=== Exercise objective ===
Wherever "dead" shows up in the records below, copy the whole line.

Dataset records
++++++++++

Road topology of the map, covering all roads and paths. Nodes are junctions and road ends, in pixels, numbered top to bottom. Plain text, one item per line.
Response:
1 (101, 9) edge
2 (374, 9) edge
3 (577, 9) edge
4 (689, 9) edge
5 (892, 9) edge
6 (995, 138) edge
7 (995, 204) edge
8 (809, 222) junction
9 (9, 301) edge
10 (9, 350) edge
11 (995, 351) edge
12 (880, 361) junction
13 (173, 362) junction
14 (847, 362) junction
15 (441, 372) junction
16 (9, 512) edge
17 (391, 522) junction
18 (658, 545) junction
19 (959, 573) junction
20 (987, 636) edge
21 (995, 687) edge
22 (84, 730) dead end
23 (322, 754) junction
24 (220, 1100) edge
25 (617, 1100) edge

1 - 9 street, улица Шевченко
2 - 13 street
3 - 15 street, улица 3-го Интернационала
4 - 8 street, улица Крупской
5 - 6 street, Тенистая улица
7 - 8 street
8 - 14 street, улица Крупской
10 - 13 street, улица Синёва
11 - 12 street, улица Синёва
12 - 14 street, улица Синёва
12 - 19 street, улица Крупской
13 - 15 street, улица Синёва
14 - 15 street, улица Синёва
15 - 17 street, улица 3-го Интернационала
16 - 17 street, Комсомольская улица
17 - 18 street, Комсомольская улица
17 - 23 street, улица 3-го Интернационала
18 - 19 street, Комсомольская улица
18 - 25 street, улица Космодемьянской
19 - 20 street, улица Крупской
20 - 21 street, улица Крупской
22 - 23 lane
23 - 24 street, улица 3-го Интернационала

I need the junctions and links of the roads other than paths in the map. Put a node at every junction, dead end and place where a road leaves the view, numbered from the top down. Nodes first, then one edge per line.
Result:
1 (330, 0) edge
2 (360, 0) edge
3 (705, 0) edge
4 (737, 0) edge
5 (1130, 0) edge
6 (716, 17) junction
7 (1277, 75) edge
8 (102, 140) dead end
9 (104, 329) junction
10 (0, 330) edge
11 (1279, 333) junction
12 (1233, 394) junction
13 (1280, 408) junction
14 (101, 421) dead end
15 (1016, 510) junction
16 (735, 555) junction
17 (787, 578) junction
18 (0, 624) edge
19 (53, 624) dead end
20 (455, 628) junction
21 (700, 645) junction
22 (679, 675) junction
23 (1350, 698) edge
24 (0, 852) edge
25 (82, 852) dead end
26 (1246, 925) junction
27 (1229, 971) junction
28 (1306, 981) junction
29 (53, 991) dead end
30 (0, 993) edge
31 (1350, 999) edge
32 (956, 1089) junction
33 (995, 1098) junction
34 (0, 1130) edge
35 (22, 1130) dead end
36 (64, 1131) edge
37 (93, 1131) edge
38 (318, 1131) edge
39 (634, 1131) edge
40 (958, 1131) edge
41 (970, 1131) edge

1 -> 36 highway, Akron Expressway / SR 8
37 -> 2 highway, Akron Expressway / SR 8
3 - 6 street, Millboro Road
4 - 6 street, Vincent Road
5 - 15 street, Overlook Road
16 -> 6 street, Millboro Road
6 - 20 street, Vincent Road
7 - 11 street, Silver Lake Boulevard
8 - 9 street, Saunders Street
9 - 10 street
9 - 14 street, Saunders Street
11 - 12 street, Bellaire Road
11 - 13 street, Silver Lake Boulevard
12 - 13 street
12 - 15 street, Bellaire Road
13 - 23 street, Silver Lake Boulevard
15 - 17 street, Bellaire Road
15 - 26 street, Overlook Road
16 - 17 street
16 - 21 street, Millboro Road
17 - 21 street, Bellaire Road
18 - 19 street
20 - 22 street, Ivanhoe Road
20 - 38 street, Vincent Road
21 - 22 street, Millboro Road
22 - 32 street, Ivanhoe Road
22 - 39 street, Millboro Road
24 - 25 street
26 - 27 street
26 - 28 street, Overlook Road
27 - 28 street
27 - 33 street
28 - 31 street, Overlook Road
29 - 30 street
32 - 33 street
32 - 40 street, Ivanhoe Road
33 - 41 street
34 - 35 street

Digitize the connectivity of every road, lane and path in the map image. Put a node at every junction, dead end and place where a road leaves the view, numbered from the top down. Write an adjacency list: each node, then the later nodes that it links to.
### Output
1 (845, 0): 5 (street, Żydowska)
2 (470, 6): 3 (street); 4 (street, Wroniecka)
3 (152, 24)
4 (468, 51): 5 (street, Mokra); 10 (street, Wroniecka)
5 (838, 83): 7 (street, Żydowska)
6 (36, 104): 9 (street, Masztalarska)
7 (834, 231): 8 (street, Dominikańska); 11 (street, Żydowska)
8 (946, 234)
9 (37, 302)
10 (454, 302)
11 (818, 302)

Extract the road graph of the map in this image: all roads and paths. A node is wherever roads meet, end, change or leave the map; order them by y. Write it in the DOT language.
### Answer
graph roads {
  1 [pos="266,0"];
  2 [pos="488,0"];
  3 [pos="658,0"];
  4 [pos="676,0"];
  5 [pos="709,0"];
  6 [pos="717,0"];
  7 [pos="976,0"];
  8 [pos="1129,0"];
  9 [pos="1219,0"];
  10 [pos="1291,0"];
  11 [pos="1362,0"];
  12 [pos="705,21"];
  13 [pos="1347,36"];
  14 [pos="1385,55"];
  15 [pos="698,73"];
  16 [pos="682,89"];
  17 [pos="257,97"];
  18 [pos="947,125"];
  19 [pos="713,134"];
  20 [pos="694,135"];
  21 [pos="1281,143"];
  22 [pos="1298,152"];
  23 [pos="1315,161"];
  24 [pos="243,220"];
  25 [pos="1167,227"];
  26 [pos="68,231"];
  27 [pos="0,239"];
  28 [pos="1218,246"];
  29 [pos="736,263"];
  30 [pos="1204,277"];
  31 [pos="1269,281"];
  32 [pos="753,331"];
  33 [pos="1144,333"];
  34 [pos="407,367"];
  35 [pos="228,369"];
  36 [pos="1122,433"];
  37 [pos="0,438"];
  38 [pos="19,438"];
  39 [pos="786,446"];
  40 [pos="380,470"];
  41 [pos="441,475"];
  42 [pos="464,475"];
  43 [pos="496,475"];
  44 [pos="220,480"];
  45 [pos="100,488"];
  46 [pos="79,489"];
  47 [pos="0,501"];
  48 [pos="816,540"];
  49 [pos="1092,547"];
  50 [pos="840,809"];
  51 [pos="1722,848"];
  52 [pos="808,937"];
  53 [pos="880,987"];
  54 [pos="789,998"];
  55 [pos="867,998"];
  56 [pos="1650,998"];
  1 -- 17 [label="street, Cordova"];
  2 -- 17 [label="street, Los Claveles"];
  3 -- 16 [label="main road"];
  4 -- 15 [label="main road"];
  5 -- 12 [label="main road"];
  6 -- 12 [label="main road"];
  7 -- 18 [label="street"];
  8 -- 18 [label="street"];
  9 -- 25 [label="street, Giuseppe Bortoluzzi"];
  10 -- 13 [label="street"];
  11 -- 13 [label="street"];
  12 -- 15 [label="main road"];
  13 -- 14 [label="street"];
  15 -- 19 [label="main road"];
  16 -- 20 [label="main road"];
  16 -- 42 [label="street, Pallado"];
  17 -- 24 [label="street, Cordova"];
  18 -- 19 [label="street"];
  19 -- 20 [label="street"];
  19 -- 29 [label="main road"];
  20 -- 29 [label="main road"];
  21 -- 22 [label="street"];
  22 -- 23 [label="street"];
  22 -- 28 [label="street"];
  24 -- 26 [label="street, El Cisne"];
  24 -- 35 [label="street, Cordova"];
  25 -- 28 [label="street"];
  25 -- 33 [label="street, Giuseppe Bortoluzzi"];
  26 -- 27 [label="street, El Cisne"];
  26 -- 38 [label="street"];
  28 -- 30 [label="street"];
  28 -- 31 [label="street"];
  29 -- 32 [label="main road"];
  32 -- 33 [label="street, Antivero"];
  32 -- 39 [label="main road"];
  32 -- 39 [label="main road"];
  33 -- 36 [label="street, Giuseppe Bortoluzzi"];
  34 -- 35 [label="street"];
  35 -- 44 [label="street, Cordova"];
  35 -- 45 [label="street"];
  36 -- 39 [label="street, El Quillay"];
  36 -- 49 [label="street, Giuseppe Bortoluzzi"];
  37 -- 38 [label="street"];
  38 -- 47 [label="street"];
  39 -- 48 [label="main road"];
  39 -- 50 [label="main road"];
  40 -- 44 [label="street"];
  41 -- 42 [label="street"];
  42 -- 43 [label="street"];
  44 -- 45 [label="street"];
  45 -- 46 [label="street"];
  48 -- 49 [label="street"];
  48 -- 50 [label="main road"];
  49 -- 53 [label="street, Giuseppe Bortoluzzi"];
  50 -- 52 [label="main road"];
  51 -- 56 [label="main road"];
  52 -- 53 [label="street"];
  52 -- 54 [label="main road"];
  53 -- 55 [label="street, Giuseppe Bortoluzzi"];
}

++++++++++

=== Reply ===
22 (84, 730) dead end
I need the junctions and links of the roads other than paths in the map. Put a node at every junction, dead end and place where a road leaves the view, numbered from the top down. Nodes first, then one edge per line.
8 (102, 140) dead end
14 (101, 421) dead end
19 (53, 624) dead end
25 (82, 852) dead end
29 (53, 991) dead end
35 (22, 1130) dead end
Digitize the connectivity of every road, lane and path in the map image. Put a node at every junction, dead end and place where a road leaves the view, numbered from the top down. Write an adjacency list: each node, then the later nodes that it links to.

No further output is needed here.